This is the mail archive of the
gcc-patches@gcc.gnu.org
mailing list for the GCC project.
Re: [PATCH] libgccjit.so: an embeddable JIT-compiler based on GCC
- From: Xinliang David Li <davidxl at google dot com>
- To: David Malcolm <dmalcolm at redhat dot com>
- Cc: GCC Patches <gcc-patches at gcc dot gnu dot org>
- Date: Mon, 7 Oct 2013 15:12:39 -0700
- Subject: Re: [PATCH] libgccjit.so: an embeddable JIT-compiler based on GCC
- Authentication-results: sourceware.org; auth=none
- References: <1380763968 dot 3628 dot 47 dot camel at surprise>
On Wed, Oct 2, 2013 at 6:32 PM, David Malcolm <dmalcolm@redhat.com> wrote:
> This is very much a proof-of-concept/work-in-progress at this stage, but
> attached is a patch to GCC which aims to provide an embeddable
> JIT-compilation API, using GCC as the backend: libgccjit.so.
>
> This shared library can then be dynamically-linked into bytecode
> interpreters and other such programs that want to generate machine code
> "on the fly" at run-time.
>
> The idea is that GCC is configured with a special --enable-host-shared
> option, which leads to it being built as position-independent code. You
> would configure it with host==target, given that the generated machine
> code will be executed within the same process (the whole point of JIT).
>
> libgccjit.so is built against libbackend.a. To the rest of GCC, it
> looks like a "frontend" (in the "gcc/jit" subdir), but the parsing hook
> just runs a callback provided by client code. You can see a diagram of
> how it all fits together within the patch (see gcc/jit/notes.txt). The
> jit "frontend" requires --enable-host-shared, so it is off by default,
> so you need to configure with:
> --enable-host-shared --enable-languages=jit
> to get the jit (and see caveats below).
>
> The "main" function is in the client code. It uses a pure C API to call
> into libgccjit.so, registering a code creation hook:
>
> gcc_jit_context *ctxt;
> gcc_jit_result *result;
>
> ctxt = gcc_jit_context_acquire ();
>
> gcc_jit_context_set_code_factory (ctxt,
> some_code_making_callback, user_data);
>
> /* This actually calls into GCC and runs the build, all
> in a mutex for now, getting make a result object. */
> result = gcc_jit_context_compile (ctxt);
> /* result is actually a wrapper around a DSO */
>
> /* Now that we have result, we're done with ctxt: */
> gcc_git_context_release (ctxt);
>
> /* Look up a generated function by name, getting a void* back
> from the result object (pointing to the machine code), and
> cast it to the appropriate type for the function: */
> some_fn_type some_fn = (some_fn_type)gcc_jit_result_get_code (result,
> "some_fn");
>
> /* We can now call the machine code: */
> int val = some_fn (3, 4);
>
> /* Presumably we'd call it more than once.
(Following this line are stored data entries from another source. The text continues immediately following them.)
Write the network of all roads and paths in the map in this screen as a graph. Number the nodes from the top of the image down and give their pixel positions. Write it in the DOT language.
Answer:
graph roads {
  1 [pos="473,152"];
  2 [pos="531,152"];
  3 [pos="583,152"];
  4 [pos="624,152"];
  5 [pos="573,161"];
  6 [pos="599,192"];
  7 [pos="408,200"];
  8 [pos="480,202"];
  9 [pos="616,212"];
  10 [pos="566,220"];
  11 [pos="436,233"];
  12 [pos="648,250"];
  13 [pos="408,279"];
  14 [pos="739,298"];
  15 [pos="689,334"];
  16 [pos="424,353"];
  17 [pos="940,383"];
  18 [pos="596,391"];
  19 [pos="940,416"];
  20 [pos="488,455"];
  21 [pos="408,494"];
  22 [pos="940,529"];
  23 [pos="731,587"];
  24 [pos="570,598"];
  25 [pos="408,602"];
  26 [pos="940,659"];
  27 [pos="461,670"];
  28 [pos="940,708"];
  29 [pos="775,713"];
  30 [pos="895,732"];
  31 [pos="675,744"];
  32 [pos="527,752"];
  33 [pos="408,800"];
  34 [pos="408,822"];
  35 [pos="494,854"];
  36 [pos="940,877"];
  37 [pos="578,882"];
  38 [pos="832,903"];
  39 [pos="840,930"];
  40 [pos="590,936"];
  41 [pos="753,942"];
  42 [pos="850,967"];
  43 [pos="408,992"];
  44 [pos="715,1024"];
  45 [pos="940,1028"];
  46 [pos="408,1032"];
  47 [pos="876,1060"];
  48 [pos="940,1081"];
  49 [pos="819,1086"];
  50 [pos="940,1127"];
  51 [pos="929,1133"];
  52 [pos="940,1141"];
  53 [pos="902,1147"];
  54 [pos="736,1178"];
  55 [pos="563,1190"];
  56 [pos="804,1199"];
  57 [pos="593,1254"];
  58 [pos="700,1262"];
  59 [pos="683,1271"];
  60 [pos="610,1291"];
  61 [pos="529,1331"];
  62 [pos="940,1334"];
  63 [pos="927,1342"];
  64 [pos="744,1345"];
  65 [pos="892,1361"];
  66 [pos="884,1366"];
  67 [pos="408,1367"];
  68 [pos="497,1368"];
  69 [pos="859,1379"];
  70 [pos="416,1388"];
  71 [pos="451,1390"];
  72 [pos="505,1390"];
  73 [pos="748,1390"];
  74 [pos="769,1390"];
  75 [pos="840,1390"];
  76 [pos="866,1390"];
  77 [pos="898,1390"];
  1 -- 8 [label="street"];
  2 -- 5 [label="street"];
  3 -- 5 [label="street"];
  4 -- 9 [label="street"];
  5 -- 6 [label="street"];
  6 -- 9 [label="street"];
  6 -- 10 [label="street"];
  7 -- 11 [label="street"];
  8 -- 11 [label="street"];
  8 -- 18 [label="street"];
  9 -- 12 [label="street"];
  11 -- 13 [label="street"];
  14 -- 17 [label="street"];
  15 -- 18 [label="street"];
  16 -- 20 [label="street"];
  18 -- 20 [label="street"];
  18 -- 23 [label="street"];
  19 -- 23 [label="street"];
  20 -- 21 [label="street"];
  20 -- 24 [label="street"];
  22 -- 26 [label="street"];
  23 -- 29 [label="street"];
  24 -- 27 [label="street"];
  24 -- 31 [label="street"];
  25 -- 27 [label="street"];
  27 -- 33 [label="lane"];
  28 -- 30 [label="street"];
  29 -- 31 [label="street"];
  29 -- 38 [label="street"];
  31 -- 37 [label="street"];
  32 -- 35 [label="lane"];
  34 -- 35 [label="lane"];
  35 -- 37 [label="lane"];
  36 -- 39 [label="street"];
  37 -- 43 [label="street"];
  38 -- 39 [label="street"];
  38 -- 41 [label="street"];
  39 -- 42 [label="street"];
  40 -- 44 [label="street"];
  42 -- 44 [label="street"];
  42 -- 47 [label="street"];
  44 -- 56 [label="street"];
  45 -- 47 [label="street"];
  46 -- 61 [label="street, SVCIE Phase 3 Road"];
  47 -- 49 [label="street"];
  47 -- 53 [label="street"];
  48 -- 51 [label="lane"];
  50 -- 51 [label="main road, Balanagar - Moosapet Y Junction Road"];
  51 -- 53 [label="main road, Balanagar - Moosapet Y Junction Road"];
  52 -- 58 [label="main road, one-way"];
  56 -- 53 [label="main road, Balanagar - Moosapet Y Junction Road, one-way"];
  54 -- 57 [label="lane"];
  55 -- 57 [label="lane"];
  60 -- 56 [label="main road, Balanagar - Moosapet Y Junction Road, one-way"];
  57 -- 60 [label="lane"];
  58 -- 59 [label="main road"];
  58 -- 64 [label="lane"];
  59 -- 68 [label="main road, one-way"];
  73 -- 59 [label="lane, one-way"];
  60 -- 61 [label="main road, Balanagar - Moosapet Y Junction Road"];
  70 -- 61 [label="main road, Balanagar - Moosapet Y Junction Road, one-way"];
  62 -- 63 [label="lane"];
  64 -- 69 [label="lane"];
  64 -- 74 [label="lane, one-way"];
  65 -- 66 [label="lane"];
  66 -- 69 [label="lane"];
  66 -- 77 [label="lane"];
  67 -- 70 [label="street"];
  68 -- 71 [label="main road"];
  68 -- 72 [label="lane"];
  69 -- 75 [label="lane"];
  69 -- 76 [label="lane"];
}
> Once we're done with the code, this unloads the built DSO: */
> gcc_jit_result_release (result);
>
> There are some major kludges in there, but it does work: it can
> successfully build code in-process 1000 times in a row [1], albeit with
> a slow memory leak, with all optimization turned off. Upon turning on
> optimizations I run into crashes owing to not properly purging all state
> within the compiler - so this is a great motivation for doing more
> state-cleanup work. I've also hacked timevars to run in "cumulative"
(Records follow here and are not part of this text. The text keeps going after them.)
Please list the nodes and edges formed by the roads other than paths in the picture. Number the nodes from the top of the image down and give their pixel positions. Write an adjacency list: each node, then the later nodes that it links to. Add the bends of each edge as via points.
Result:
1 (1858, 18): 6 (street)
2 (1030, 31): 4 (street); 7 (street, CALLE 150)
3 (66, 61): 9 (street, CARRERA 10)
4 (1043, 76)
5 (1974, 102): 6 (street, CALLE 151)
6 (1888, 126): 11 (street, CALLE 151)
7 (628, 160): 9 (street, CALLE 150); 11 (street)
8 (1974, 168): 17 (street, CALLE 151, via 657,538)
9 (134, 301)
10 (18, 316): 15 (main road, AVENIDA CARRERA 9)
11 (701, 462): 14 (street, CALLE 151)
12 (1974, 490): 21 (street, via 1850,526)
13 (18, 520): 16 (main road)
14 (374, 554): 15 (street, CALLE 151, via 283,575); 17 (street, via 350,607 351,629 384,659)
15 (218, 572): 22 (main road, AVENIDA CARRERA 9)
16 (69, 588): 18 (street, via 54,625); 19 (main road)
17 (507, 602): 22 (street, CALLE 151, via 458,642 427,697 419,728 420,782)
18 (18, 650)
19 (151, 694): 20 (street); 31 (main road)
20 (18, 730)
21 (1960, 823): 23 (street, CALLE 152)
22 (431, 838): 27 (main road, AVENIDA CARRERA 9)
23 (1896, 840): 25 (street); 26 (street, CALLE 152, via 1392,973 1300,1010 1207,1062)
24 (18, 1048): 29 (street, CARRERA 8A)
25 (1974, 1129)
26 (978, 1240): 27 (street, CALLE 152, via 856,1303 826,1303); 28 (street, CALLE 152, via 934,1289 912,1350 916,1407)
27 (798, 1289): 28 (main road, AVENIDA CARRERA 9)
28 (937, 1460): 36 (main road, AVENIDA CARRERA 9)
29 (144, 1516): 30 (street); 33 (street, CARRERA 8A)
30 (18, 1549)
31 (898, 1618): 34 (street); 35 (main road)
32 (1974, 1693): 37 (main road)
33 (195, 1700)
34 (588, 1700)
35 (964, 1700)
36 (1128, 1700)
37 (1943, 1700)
> mode, accumulating all timings across all iterations.
>
> The library API hides GCC's internals, and tries to be much more
> typesafe than GCC's, giving something rather like Andrew MacLeod's
> proposed changes - client code does not see "tree", instead dealing with
> types, rvalues, lvalues, jump labels, etc. It is pure C, given the
> horror stories I have heard about people dealing with C++ ABIs. FWIW I
> also have the beginnings of Python bindings for the library (doing the
> interface as pure C makes language-bindings easier), though that would
> probably live in a separate repository (so not part of this patch).
>
> The API deliberately uses C terminology, given that it's likely that the
> user will want to be plugging the JIT-generated code into a C/C++
> program (or library).
>
> I've been able to successfully use this API to add JIT-compilation to a
> toy bytecode interpreter:
> https://github.com/davidmalcolm/jittest
> (where regvm.cc uses this API to compile a bytecode function into
> machine code).
>
> There's a DejaGnu-based test suite, which I can invoke via:
> make check-parallel-jit RUNTESTFLAGS=""
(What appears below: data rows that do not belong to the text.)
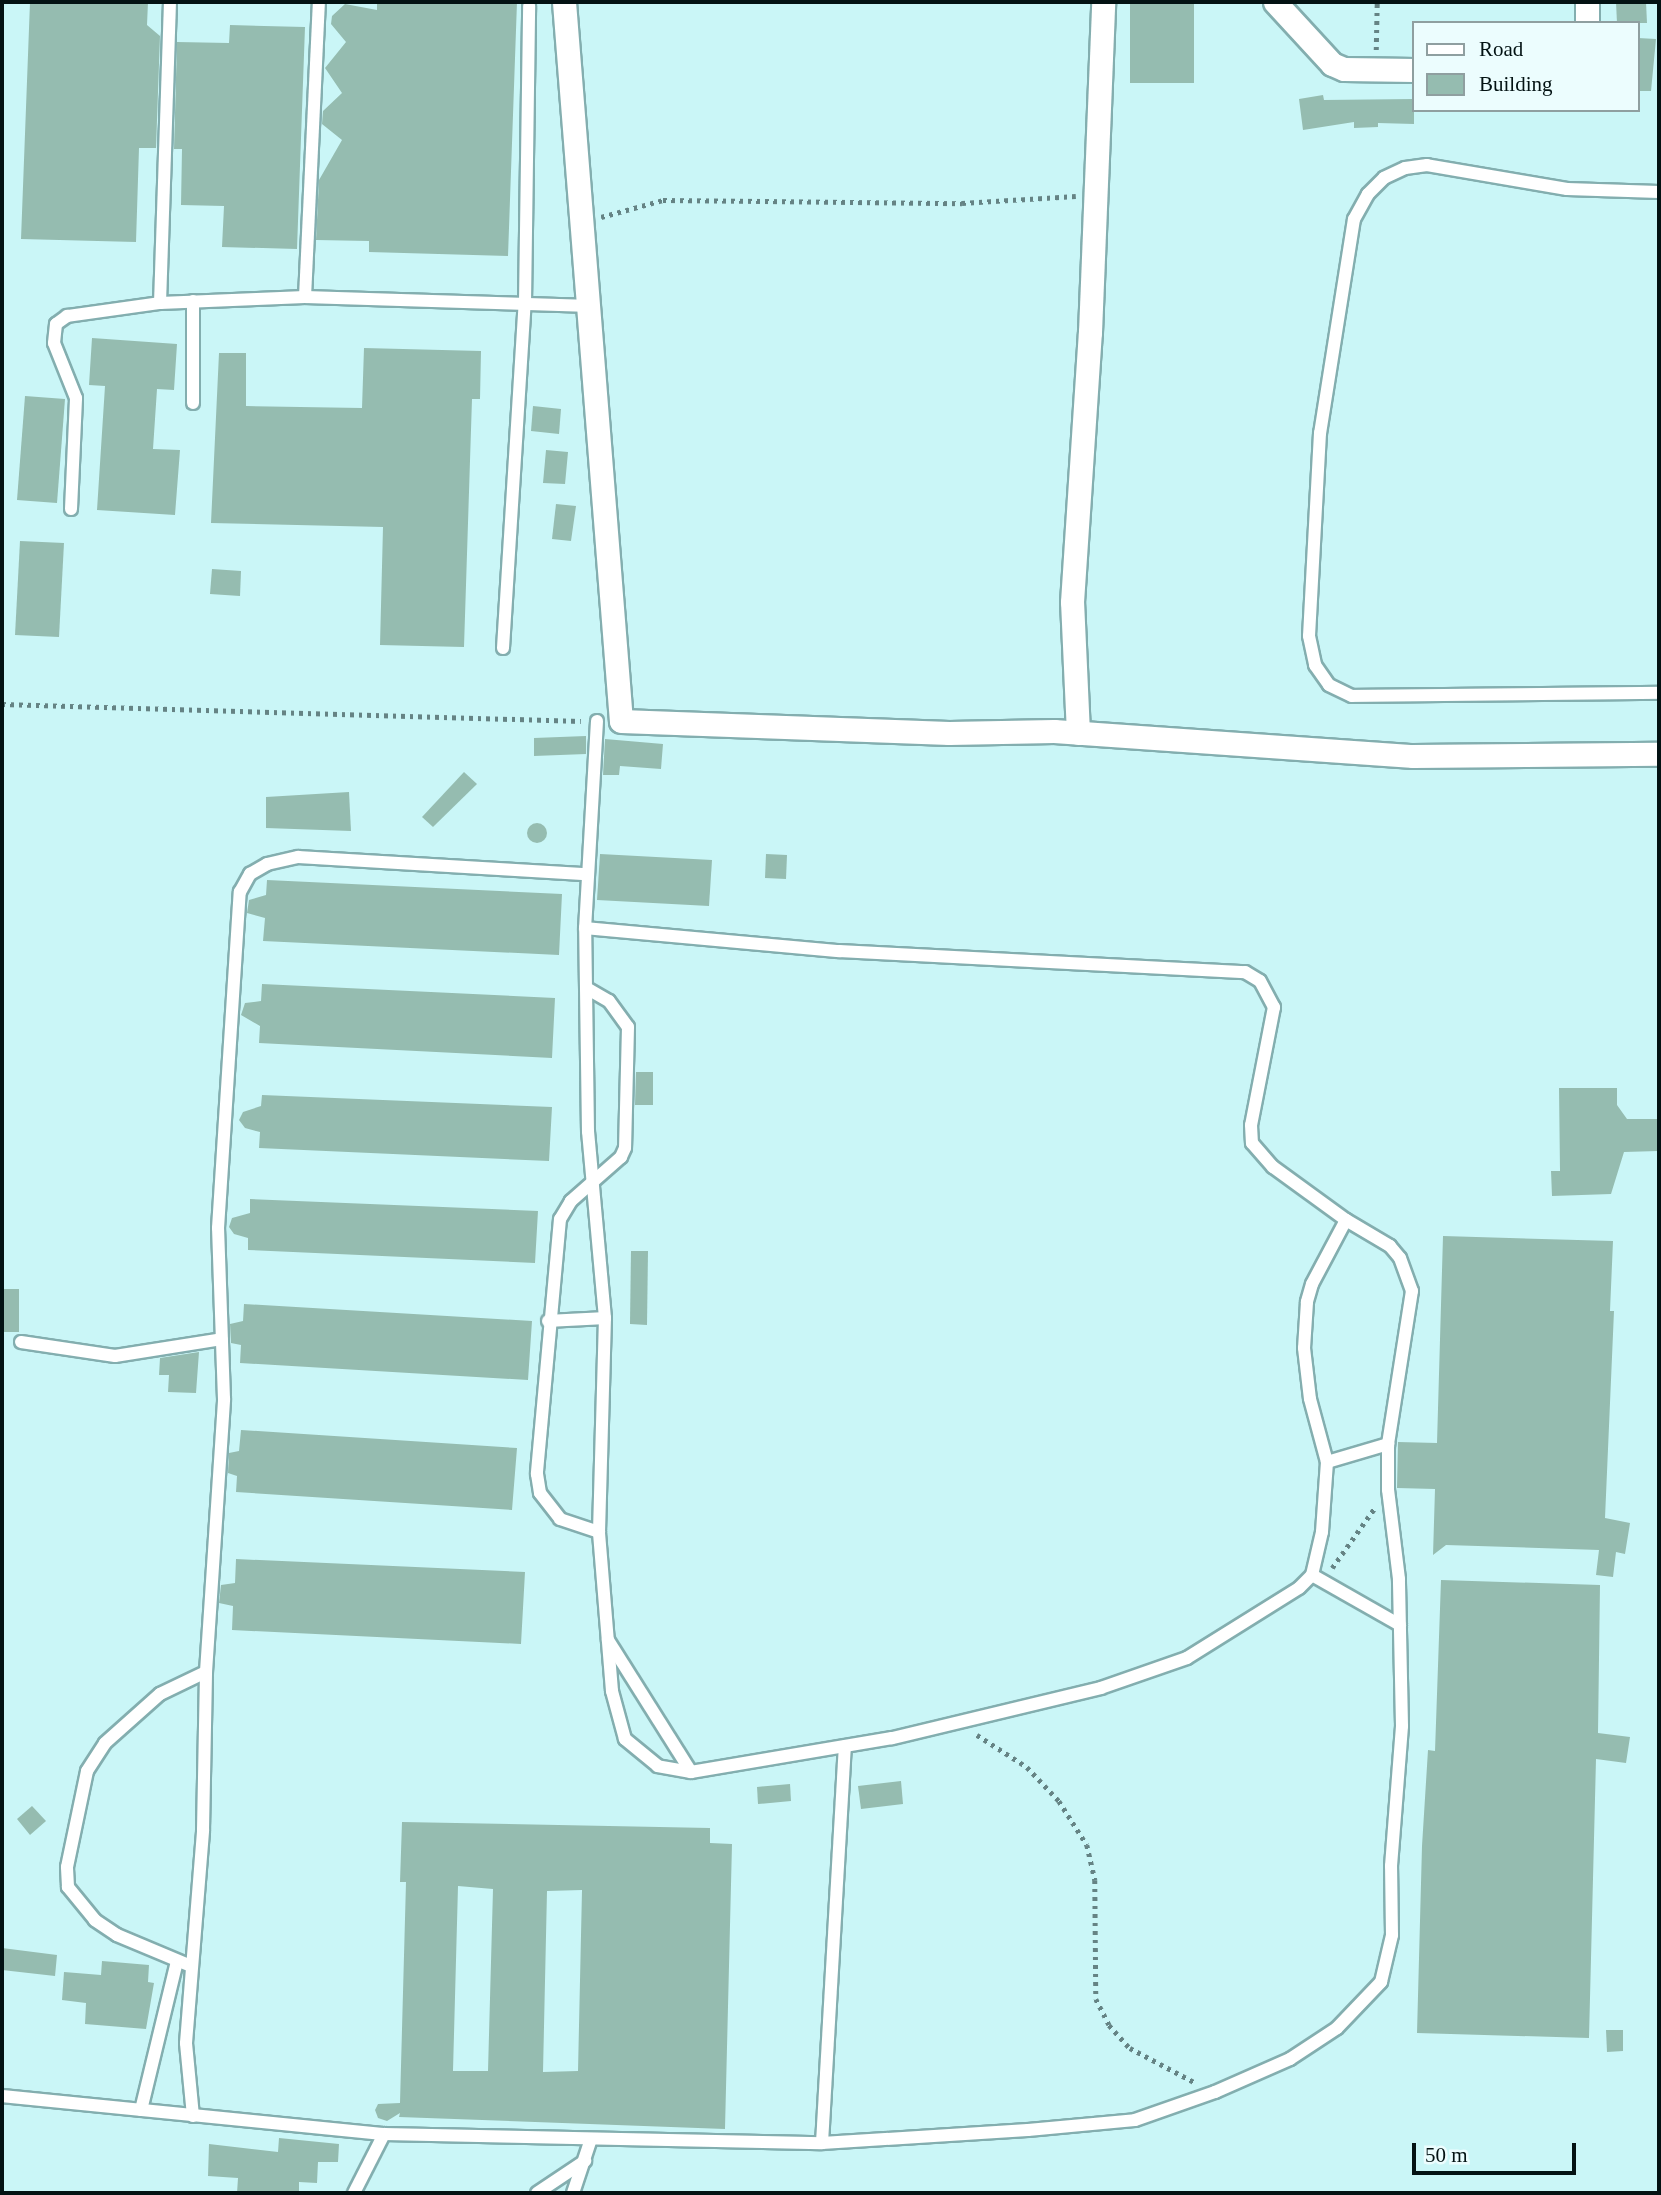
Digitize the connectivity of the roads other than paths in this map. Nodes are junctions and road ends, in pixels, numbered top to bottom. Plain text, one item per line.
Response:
1 (170, 2) edge
2 (319, 2) edge
3 (565, 2) edge
4 (1090, 2) edge
5 (1103, 2) edge
6 (1275, 2) edge
7 (1587, 2) edge
8 (530, 6) dead end
9 (1587, 21) edge
10 (1096, 52) junction
11 (1412, 69) edge
12 (1659, 192) edge
13 (305, 298) junction
14 (193, 301) junction
15 (160, 303) junction
16 (525, 303) junction
17 (591, 306) junction
18 (193, 403) dead end
19 (71, 509) dead end
20 (503, 648) dead end
21 (1659, 693) edge
22 (597, 721) road end
23 (1078, 733) junction
24 (1659, 754) edge
25 (587, 874) junction
26 (585, 928) junction
27 (588, 989) junction
28 (592, 1181) junction
29 (1346, 1220) junction
30 (605, 1318) junction
31 (548, 1321) junction
32 (222, 1339) junction
33 (21, 1342) dead end
34 (1388, 1444) junction
35 (1327, 1462) junction
36 (599, 1532) junction
37 (1318, 1577) junction
38 (1400, 1625) junction
39 (608, 1639) junction
40 (206, 1672) junction
41 (845, 1748) junction
42 (691, 1772) junction
43 (177, 1961) junction
44 (191, 1966) junction
45 (2, 2096) edge
46 (141, 2110) junction
47 (193, 2116) junction
48 (384, 2134) junction
49 (591, 2139) junction
50 (822, 2143) junction
51 (585, 2161) junction
52 (354, 2193) edge
53 (537, 2193) edge
54 (573, 2193) edge

1 - 15 lane
2 - 13 lane
3 - 17 street
4 - 10 street
5 - 10 street
6 - 11 street
7 - 9 street
8 - 16 lane
10 - 23 street
12 - 21 lane
13 - 14 lane
13 - 16 lane
14 - 15 lane
14 - 18 lane
15 - 19 lane
16 - 17 lane
16 - 20 lane
17 - 23 street
22 - 25 lane
23 - 24 street
25 - 26 lane
25 - 32 lane
26 - 27 lane
26 - 29 lane
27 - 28 lane
27 - 28 lane
28 - 30 lane
28 - 31 lane
29 - 34 lane
29 - 35 lane
30 - 31 lane
30 - 36 lane
31 - 36 lane
32 - 33 lane
32 - 40 lane
34 - 35 lane
34 - 38 lane
35 - 37 lane
36 - 39 lane
37 - 38 lane
37 - 41 lane
38 - 50 lane
39 - 42 lane
39 - 42 lane
40 - 43 lane
40 - 44 lane
41 - 42 lane
41 - 50 lane
43 - 44 lane
43 - 46 lane
44 - 47 lane
45 - 46 lane
46 - 47 lane
47 - 48 lane
48 - 49 lane
48 - 52 lane
49 - 50 lane
49 - 51 lane
51 - 53 lane
51 - 54 lane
> (potentially with some -v verbosity options in RUNTESTFLAGS), giving
> # of expected passes 144
> and no failures on this box.
>
> Various caveats:
> * Currently it only supports a small subset of C-like code.
> * The API is still in flux: I'm not convinced by the label-placement
> approach; I suspect having an explicit "block" type may be easier for
> users to deal with.
> * The patch is against r202664, which is a little out-of-date
> (2013-09-17), but I'm interested in feedback rather than perfection at
> this stage.
> * I'm running into configure/Makefile issues with
> --enable-host-shared, where CFLAGS contains -fPIC, but only on
> invocations of leaf Makefiles, not on recursive "make" - so it works if
> you cd into $builddir/gcc and make (and so on for libcpp etc), but not
> from the top-level builddir. Hence building the thing is currently
> unreliable (but again, I'm interested in feedback rather than
> perfection). Help with configure/Makefiles would be appreciated!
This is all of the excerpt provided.